Mosul liberata: caduta la capitale del Califfato
Una battaglia durata nove mesi che si conclude fra dubbi e incertezze tra i fratelli cristiani

Mosul è stata liberata. L’antichissima città di Ninive, citata nella Bibbia e rinominata Mosul dagli arabi musulmani, è tornata sotto il controllo delle forze governative irachene, dopo 3 anni di occupazione del Califfato Islamico. Haidar Al-Abadi, Presidente iracheno ha annunciato ieri la liberazione della città con un annuncio televisivo: a Baghdad la folla è esplosa in festeggiamenti con musica, balli e canti.
Nel 2003 gli Stati Uniti pensarono di esportare alcuni fondamenti democratici attraverso una guerra di “liberazione” dalla dittatura del regime baathista di Saddam Hussein; la vittoria militare non fu difficile, essendo l’esercito iracheno male organizzato, ma quando venne il momento di governare l'Iraq il Paese sprofondò in un’anarchia totale e nel terrorismo di gruppi fanatici ben organizzati come Al Qaeda.
Gli americani si ritirarono nel 2011 pensando che l'Iraq avrebbe costituito un solido caposaldo della presenza Usa nella regione, lasciando però terreno fertile per ciò che sarebbe successo poi 3 anni dopo. Nel 2014 l'Isis, costituito da jihadisti sunniti ed ex ufficiali baathisti, sbaragliò l'esercito di Baghdad, rifornito di armi americane, impadronendosi di Falluja, di Ramadi e di Mosul, la seconda città del Paese.
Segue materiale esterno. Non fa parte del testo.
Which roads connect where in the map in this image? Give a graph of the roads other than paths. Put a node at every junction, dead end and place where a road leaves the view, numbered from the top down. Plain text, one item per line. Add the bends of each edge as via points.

Falluja e Ramadi vennero riconquistate dopo pochi mesi, mentre per Mosul ci vollero 3 anni, 9 mesi di combattimenti e un’offensiva su larga scala durata 5 mesi. Proprio qui, a Mosul, Al-Baghdadi dichiarò la nascita del califfato nel 2014.
L’esercito regolare sembra ancora impegnato in combattimenti nel centro di Mosul per eliminare le ultime sacche di resistenza dell’Isis. Secondo fonti militari sono più di 50 gli edifici ancora controllati dai jihadisti. Alcuni di loro hanno con sé le famiglia, ma si teme la presenza di molti altri civili che non sono riusciti a fuggire nelle fasi iniziali della battaglia. Le operazioni delle forze governative irachene proseguono però a rilento, poiché devono essere svolte opere di bonifica nelle aree riconquistate dove sono state installate numerose trappole esplosive dai jihadisti in ritirata.
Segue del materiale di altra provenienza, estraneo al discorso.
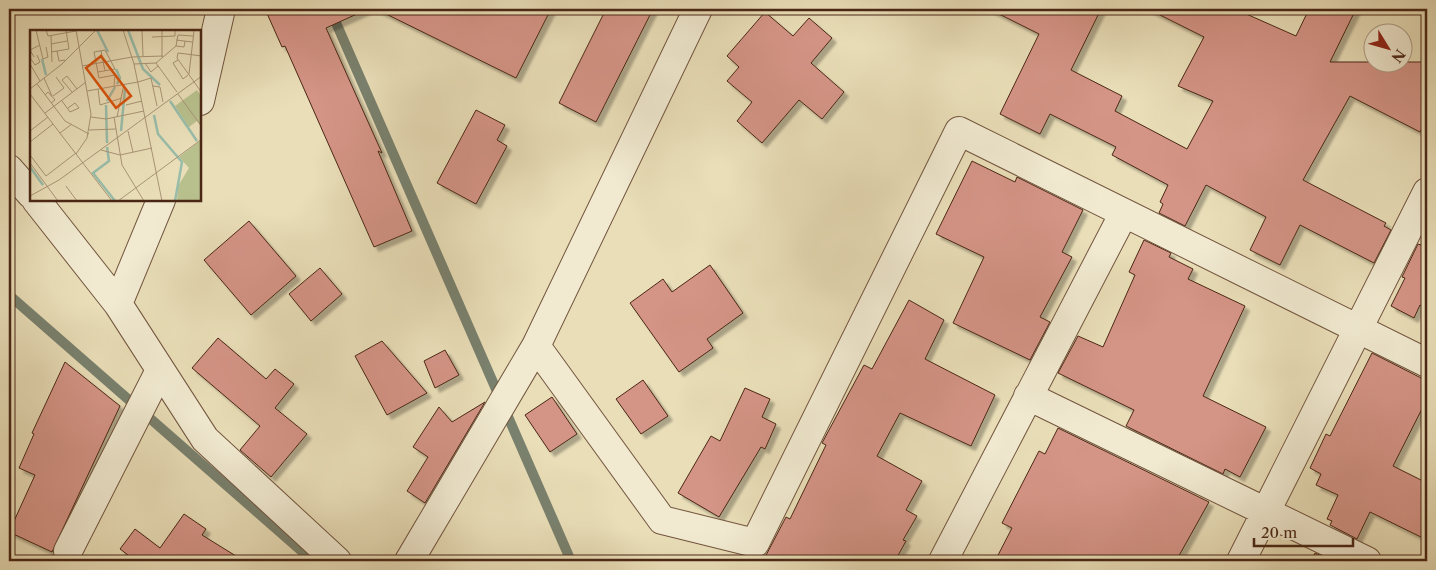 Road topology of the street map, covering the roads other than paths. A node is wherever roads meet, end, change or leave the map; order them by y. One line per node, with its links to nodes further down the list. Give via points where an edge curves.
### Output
1 (221, 9): 3 (street)
2 (698, 9): 12 (street)
3 (201, 97)
4 (9, 169): 6 (street)
5 (1427, 192): 11 (street)
6 (30, 193)
7 (37, 201): 10 (street)
8 (161, 201): 10 (street)
9 (1124, 213): 11 (street); 12 (street, via 959,131 755,543 662,520); 15 (street)
10 (118, 304): 14 (street)
11 (1358, 328): 13 (street); 16 (street)
12 (536, 346): 19 (street)
13 (1427, 363)
14 (160, 370): 17 (street); 18 (street, via 205,439)
15 (1028, 396): 16 (street); 20 (street)
16 (1266, 511): 21 (street); 22 (street)
17 (68, 552)
18 (337, 561)
19 (410, 561)
20 (943, 561)
21 (1241, 561)
22 (1367, 561)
La situazione umanitaria è disperata, secondo fonti locali la Città vecchia è quasi completamente distrutta e i militai iracheni affermano che al suo interno potrebbero trovarsi ancora circa 15 mila civili. 750 mila quelli messi in fuga da febbraio, inizio dell’offensiva.
Il premier iracheno ha invitato gli abitanti a tornare alle loro abitazioni. In quell’area vi è una modesta presenza di cristiani, che dal campo per sfollati di Erbil (dove vi è una considerevole concentrazione di essi) hanno accolto con favore la notizia, anche se il sentimento prevalente è quello della prudenza mista a preoccupazione.
La motivazione è semplice: “il problema nasce intorno a quelle famiglie e a quelle persone che hanno aiutato l’Isis durante questi anni di occupazione. Si tratta di musulmani con i quali molti cristiani erano amici e dei quali oggi si fa fatica a fidarsi.” Afferma all’agenzia Sir, Benham Benoka, sacerdote siro-cattolico molto attivo fra gli sfollati cristiani. Servirà tempo per ricostruire fiducia e sicurezza, e per questo motivo occorrono anche delle garanzie che tutelino queste minoranze.